CINCINNATI -- Prosecutor Joe Deters reiterated his surprise Friday morning that some criminals convicted of heroin trafficking and gun crimes in Hamilton County are facing little to no prison time.
"I find it hard to believe," Deters said on 700 WLW Thursday.
Host Bill Cunningham had asked Deters about whether anyone arrested with both drugs and guns received a light sentence, as the I-Team investigation found. Deters said he was having his staff look into the report.
"We do not dismiss gun specs, period," Deters said.
Deters repeated his dismay on WEBN's KiddChris radio show Friday morning. However, WCPO's report does indeed show at least one offender receiving probation for weapons-related charges. The I-Team examined about 4,000 documents filed last year and identified 164 heroin-related cases in which dealers were charged, convicted and sentenced in Hamilton County in 2016.
Among those was the case of Terrick Lomax, who was charged with trafficking between 10-50 grams of heroin and possessing a loaded gun in March 2016, according to court records. Lomax was not allowed to have a firearm because of a previous conviction. He was convicted of trafficking in heroin and weapons while under disability.
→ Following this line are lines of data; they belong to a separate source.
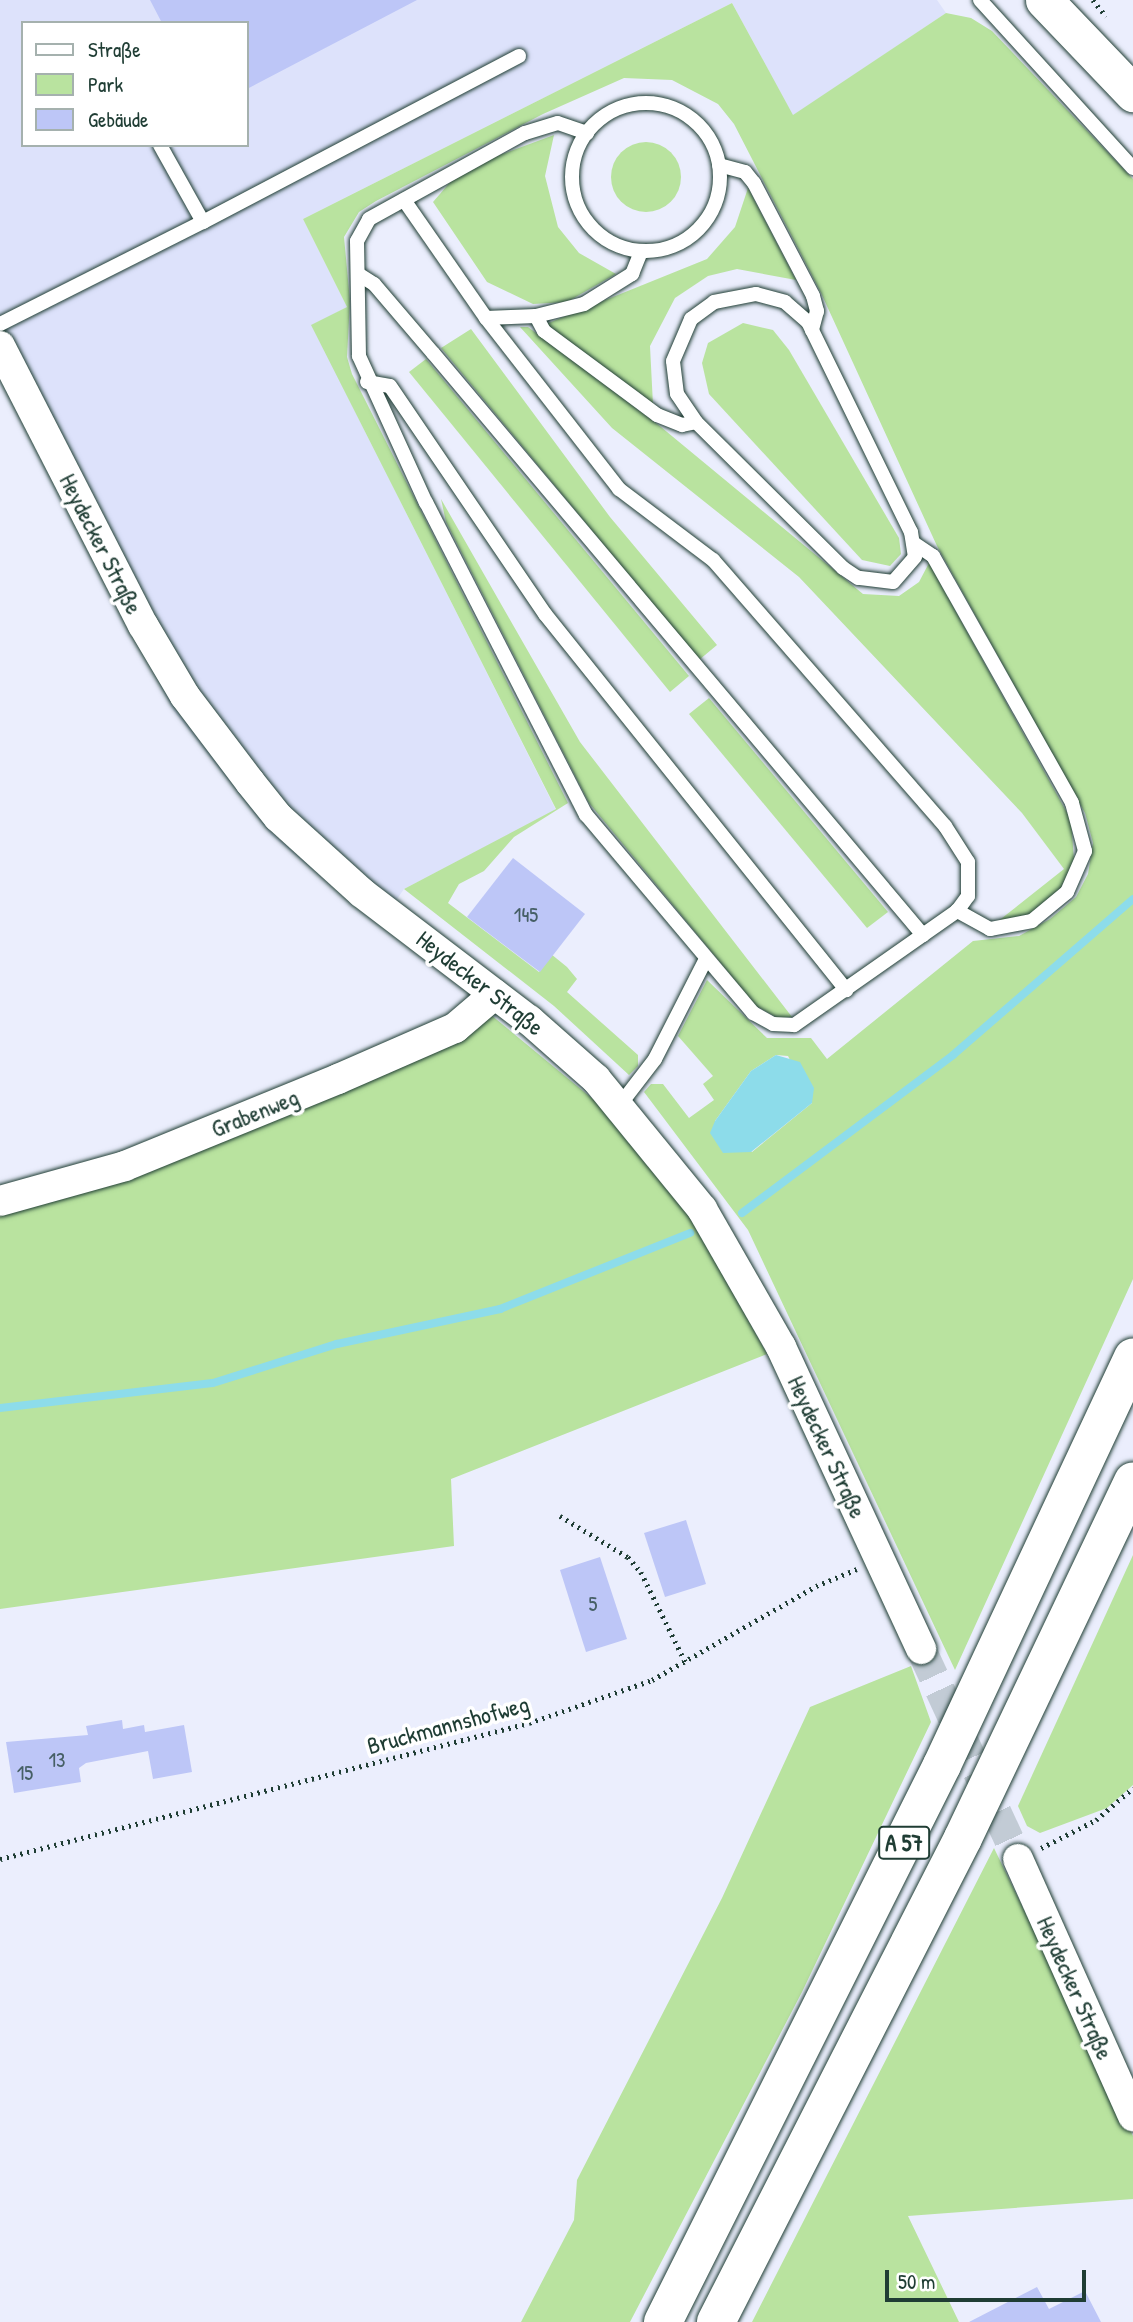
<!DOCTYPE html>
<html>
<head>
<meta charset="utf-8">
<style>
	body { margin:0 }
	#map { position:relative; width:1133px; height:2322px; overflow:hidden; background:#ebeefd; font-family:"Patrick Hand",sans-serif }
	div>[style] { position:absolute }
	.built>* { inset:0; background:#dde2fb }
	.green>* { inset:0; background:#b9e39f }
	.round { border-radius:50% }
	.water>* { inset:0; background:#8ddcea }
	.stream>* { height:8px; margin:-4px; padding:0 4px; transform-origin:4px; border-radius:4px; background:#8ddcea }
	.building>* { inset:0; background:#bdc6f7 }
	.minor-tunnel>* { height:30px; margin-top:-15px; transform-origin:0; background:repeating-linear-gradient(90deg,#c2cbd5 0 30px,transparent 0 45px) }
	.path>* { height:4.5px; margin-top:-2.25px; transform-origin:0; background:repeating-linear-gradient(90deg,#1f3d34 0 2px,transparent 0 7px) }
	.roads { filter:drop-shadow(0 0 2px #1f3d34) drop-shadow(0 0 2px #1f3d34) }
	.service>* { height:14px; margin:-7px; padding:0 7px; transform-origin:7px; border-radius:7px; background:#fff }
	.service>.ring { margin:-7px; padding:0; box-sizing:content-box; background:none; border:14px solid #fff; border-radius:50% }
	.minor>* { height:30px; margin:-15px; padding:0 15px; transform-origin:15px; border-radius:15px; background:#fff }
	.tertiary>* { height:37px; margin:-18.5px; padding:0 18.5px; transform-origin:18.5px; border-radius:18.5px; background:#fff }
	.motorway>* { height:38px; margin:-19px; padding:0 19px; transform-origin:19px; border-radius:19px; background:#fff }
	span { translate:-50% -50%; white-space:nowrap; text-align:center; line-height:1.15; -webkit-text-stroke:7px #fff; paint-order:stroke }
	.number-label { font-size:21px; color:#465f65 }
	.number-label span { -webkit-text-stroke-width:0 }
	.shield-label span { padding:2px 5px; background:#fff; border:2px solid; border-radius:5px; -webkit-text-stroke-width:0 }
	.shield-label { font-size:23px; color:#1f3d34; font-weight:700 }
	.street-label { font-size:24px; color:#1f3d34 }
	.legend { position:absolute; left:21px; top:21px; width:228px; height:126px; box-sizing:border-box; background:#fff; border:2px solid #a5b1ae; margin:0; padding:9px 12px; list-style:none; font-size:21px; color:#1f3d34 }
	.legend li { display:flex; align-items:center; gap:14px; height:35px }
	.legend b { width:35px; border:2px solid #a5b1ae }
	.scale { position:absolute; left:885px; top:2270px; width:201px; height:32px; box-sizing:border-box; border:4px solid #1f3d34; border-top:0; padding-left:9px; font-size:21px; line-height:24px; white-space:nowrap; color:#1f3d34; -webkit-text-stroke:5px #fff; paint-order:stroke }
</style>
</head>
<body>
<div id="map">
	<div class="built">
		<i style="clip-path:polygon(evenodd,0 0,937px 0,946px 13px,793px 116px,732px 3px,303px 219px,347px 307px,312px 326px,556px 810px,404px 889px,379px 925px,271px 835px,173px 710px,0 379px,0 0,23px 23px,247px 23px,247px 145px,23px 145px,23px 23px)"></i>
	</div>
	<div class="green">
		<i style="clip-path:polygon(evenodd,732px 3px,793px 115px,946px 13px,971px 18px,992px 31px,1133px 179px,1133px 1279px,955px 1670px,748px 1230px,644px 1092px,651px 1084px,663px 1084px,689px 1118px,714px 1100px,703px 1084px,713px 1076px,678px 1036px,707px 980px,767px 1038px,811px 1038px,827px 1059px,973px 941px,1019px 936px,1050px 919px,1076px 897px,1088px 874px,1093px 843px,1085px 813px,937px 546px,821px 293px,734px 124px,718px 104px,672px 80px,624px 78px,543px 114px,376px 201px,359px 212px,344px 237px,350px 301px,347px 357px,352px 374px,568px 803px,514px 837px,484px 871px,459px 884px,448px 903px,539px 972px,551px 954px,567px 967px,577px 979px,567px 992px,638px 1055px,638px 1066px,629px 1075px,554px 1006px,404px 889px,556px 809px,311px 325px,347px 307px,303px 219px,732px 3px,776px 1055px,788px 1056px,812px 1103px,752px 1152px,715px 1121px,751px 1071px,776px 1055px)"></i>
		<i style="clip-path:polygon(554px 135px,545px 176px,558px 227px,579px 253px,616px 274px,567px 302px,533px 304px,487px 282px,433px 202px,452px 180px,486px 160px)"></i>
		<i class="round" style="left:611px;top:142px;width:70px;height:70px"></i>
		<i style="clip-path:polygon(748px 188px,796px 280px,737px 269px,708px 276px,675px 298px,650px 346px,653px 405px,546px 324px,707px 259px,735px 227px)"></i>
		<i style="clip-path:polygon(743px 323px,773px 330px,789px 350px,899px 538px,901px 554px,890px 566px,862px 560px,709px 394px,702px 363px,708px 343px)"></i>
		<i style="clip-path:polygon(520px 327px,528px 327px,661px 427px,863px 594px,899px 596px,919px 582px,929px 563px,1071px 820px,1074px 860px,1060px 890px,1028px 916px,997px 922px,1064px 869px,1022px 813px,799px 577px,612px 428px)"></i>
		<i style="clip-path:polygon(471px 329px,610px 517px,717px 645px,699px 660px,441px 348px)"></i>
		<i style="clip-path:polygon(426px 359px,689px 676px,670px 692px,409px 372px)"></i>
		<i style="clip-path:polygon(441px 499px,580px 742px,792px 1017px,778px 1018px,756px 1006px,589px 803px,446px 522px)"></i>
		<i style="clip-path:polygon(709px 698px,888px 912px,867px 928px,689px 714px)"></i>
		<i style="clip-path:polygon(479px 1005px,611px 1114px,679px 1196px,767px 1354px,451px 1479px,454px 1546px,0 1609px,0 1201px,20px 1199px)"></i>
		<i style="clip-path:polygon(1133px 1555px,1133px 1785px,1107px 1808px,1040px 1833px,1027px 1826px,1018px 1806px)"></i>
		<i style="clip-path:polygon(911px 1666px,931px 1722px,802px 1992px,630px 2322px,521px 2322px,574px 2220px,577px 2180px,722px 1898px,810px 1707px)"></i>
		<i style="clip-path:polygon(994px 1848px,1133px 2136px,1133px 2199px,908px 2216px,959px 2322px,752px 2322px)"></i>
	</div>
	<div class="water">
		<i style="clip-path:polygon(776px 1055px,800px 1062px,814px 1088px,812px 1103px,751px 1152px,723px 1153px,710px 1133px,715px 1121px,751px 1071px)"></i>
	</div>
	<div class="stream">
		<i style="left:742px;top:1213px;width:264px;rotate:-36.8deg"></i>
		<i style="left:953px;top:1055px;width:238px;rotate:-40.9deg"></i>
		<i style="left:0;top:1408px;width:214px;rotate:-6.7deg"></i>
		<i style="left:213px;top:1383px;width:130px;rotate:-17.5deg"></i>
		<i style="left:337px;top:1344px;width:167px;rotate:-12.1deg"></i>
		<i style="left:500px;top:1309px;width:205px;rotate:-21.8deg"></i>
	</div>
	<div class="building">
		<i style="clip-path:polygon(150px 0,417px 0,247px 89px,247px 23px,162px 23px)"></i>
		<i style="clip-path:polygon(513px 858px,585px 914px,540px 972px,467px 917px)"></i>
		<i style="clip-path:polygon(686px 1520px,706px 1584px,665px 1597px,644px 1533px)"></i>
		<i style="clip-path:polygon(600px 1557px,627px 1639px,586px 1652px,560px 1570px)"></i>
		<i style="clip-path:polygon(122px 1720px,123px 1729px,144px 1725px,145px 1732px,184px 1725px,192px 1772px,153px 1779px,148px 1751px,86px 1763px,79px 1768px,81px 1782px,14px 1793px,6px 1742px,88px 1735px,86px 1726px)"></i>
		<i style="clip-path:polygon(1037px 2287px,1049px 2309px,1085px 2291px,1101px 2322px,969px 2322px)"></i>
	</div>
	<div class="minor-tunnel">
		<i style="left:921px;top:1649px;width:231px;rotate:65.2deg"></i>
	</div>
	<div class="path">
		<i style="left:1093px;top:0;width:21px;rotate:51deg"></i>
		<i style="left:560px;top:1516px;width:79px;rotate:31.1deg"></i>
		<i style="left:628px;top:1557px;width:20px;rotate:49deg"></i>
		<i style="left:641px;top:1572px;width:102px;rotate:63.7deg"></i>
		<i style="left:1041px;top:1848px;width:62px;rotate:-27deg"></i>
		<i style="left:1096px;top:1820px;width:49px;rotate:-40.9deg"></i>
		<i style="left:0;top:1859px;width:546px;rotate:-14.42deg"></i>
		<i style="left:529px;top:1723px;width:130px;rotate:-19.3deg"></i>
		<i style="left:652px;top:1680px;width:189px;rotate:-29.8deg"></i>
		<i style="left:816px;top:1586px;width:44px;rotate:-22.5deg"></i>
	</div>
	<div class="roads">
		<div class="service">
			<i style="left:980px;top:0;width:227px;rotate:47.7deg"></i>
			<i class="ring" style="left:572px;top:103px;width:134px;height:134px"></i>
			<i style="left:719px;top:165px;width:27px;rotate:15deg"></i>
			<i style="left:745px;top:172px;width:14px;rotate:51deg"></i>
			<i style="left:754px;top:183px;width:127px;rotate:62.4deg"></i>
			<i style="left:813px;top:296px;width:16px;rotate:75deg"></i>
			<i style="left:817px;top:311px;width:20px;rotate:105deg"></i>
			<i style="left:404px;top:200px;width:144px;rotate:55.2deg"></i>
			<i style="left:486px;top:318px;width:217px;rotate:52.1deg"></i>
			<i style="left:619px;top:489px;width:118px;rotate:37.1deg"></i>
			<i style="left:713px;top:560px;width:353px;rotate:48.9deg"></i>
			<i style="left:945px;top:826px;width:43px;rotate:57.4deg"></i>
			<i style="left:968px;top:862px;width:34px;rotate:90deg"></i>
			<i style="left:968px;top:896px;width:19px;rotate:126deg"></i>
			<i style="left:957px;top:911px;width:199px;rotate:145deg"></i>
			<i style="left:794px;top:1025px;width:21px;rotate:-177deg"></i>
			<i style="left:773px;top:1024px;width:23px;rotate:-151deg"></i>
			<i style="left:753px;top:1013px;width:259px;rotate:-130.1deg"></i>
			<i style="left:586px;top:815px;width:351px;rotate:-117.1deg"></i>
			<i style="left:426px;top:503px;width:162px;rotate:-114.5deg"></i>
			<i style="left:359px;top:356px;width:115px;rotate:-91deg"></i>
			<i style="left:357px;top:241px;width:25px;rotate:-61deg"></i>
			<i style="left:369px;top:219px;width:178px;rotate:-28.9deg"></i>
			<i style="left:525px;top:133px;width:34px;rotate:-17deg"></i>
			<i style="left:558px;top:123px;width:31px;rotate:19deg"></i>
			<i style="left:203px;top:222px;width:357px;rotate:-27.7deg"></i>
			<i style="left:358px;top:274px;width:19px;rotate:32deg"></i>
			<i style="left:374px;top:284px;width:91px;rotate:49.5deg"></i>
			<i style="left:433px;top:353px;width:761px;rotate:49.91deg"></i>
			<i style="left:756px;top:294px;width:30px;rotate:15deg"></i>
			<i style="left:785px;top:302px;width:30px;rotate:41deg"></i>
			<i style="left:808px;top:322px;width:234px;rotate:63.9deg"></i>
			<i style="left:911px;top:532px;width:25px;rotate:81deg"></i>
			<i style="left:915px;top:557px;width:33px;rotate:131deg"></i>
			<i style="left:893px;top:582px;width:35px;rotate:-173deg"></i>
			<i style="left:858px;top:578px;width:18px;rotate:-146deg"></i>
			<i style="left:843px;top:568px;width:207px;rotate:-135.2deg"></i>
			<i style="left:696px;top:422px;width:34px;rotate:-124deg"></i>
			<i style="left:677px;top:394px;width:33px;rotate:-97deg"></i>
			<i style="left:673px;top:361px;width:46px;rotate:-66.8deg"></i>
			<i style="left:691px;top:319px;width:29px;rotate:-36deg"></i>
			<i style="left:714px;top:302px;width:43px;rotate:-10.8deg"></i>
			<i style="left:536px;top:316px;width:17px;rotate:62deg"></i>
			<i style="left:544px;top:331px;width:141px;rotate:36.6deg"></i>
			<i style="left:657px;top:415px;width:27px;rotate:22deg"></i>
			<i style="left:682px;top:425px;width:14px;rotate:-12deg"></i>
			<i style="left:486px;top:318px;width:50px;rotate:-2.3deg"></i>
			<i style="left:536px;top:316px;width:49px;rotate:-14deg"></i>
			<i style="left:584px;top:304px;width:57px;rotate:-32deg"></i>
			<i style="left:632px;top:274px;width:24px;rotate:-68deg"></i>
			<i style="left:0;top:324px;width:227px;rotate:-26.7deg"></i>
			<i style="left:203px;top:222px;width:88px;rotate:-119.2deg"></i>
			<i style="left:367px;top:382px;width:23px;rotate:10deg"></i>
			<i style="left:390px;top:386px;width:276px;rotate:55.8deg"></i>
			<i style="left:545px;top:614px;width:482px;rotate:51.3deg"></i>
			<i style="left:915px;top:544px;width:22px;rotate:34deg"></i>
			<i style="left:933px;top:556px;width:283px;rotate:60.6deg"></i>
			<i style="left:1072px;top:803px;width:50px;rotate:74.8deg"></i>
			<i style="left:1085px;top:851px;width:45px;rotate:113.7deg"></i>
			<i style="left:1067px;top:892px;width:45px;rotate:140.4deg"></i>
			<i style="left:1032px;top:921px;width:43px;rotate:169.2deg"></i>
			<i style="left:990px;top:929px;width:38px;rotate:-151deg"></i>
			<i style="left:619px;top:1106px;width:59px;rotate:-52.5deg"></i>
			<i style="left:655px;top:1059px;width:110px;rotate:-63deg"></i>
		</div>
		<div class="minor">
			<i style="left:0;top:346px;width:314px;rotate:62.9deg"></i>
			<i style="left:143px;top:625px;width:82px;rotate:59.4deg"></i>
			<i style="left:185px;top:696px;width:108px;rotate:52.9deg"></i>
			<i style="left:250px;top:782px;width:45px;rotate:51.3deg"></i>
			<i style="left:278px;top:817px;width:113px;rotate:42.1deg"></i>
			<i style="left:362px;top:893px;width:210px;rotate:37.3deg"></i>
			<i style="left:529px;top:1020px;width:89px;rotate:41.4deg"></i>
			<i style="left:596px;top:1079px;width:168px;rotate:50.8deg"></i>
			<i style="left:702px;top:1209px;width:159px;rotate:60.2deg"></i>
			<i style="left:781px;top:1347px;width:333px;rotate:65.1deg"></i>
			<i style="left:0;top:1201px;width:130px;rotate:-15.6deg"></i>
			<i style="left:125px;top:1166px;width:230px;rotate:-22.2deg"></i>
			<i style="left:338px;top:1079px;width:128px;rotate:-23.6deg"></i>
			<i style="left:455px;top:1028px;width:52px;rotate:-40.4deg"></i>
			<i style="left:1018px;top:1859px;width:282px;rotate:65.9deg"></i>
		</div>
		<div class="tertiary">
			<i style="left:1044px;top:0;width:129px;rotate:46.3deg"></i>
		</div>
		<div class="motorway">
			<i style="left:663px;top:2322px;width:623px;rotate:-63.39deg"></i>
			<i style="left:942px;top:1765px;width:450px;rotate:-64.9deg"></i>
			<i style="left:716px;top:2322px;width:543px;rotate:-62.96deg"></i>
			<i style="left:963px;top:1838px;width:395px;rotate:-64.5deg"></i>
		</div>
	</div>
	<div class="number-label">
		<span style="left:526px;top:915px">145</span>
		<span style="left:593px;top:1604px">5</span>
		<span style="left:57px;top:1760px">13</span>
		<span style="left:25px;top:1773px">15</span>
	</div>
	<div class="shield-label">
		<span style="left:904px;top:1843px">A 57</span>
	</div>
	<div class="street-label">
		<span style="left:101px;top:544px;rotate:63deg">Heydecker Straße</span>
		<span style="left:480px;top:983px;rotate:38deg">Heydecker Straße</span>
		<span style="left:255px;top:1113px;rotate:-22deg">Grabenweg</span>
		<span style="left:827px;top:1447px;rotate:65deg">Heydecker Straße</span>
		<span style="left:448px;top:1725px;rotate:-15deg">Bruckmannshofweg</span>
		<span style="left:1075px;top:1988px;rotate:66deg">Heydecker Straße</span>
	</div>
	<ul class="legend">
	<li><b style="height:9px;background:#fff"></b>Straße</li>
	<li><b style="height:19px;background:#b9e39f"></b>Park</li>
	<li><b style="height:19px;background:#bdc6f7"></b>Gebäude</li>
	</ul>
	<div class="scale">50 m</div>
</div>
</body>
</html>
According to court records, Lomax faced sentences of up to 36 months for each crime. Instead, he received probation.
The I-Team's investigation found that 43 percent of those convicted in heroin- and fentanyl-trafficking cases in Hamilton County received no prison time and were instead placed on probation.
WEBN Host Christopher Foley sympathized with Deters, proclaiming "this sucks when the news jumps in, and they didn't even call you or anything."
"Well, they did call," Deters said. "It was such nonsense that we didn’t respond."
WCPO reached out to Deters multiple times for an interview while reporting on the I-Team investigation.
"The law changed drastically a few years ago so that felony fours and felony fives, there’s a presumption for probation," Deters told Foley. "They are supposed to not lock them up. They have to let them out. If they lock them up, it’s an appealable order."
In some cases, those convicted after being caught with larger amounts of drugs received lesser sentences than those with smaller amounts of drugs. William Cogar was sentenced to probation after he was caught with between 5-10 grams of heroin and fentanyl.
Similarly, Jermel Overton was caught with between 10-50 grams of carfentanil, an elephant tranquilizer blamed in last summer's rash of overdoses, and was sentenced to probation. After just three weeks on intensive supervision, his level of supervision was reduced. Sean Senior also received probation after he was caught with between 10-50 grams of heroin, as well as fentanyl and acetyl fentanyl, according to court records.
However, Dwayne Pierson was sentenced to 12 months in prison for selling less than a gram of heroin.
Deters, not citing any specific cases, said there are "all kinds of factors" that go into sentencing, including work informants do with the police or the presumption of probation.
"It happens constantly with the sheriff's office, with the federal investigators," Deters said. "That's the way it works. Getting the guy for selling some small amount of heroin doesn’t do any good. You have to go up the chain, find out who's done it, who's selling this, who's bringing it into Hamilton County, and then go after the big guys."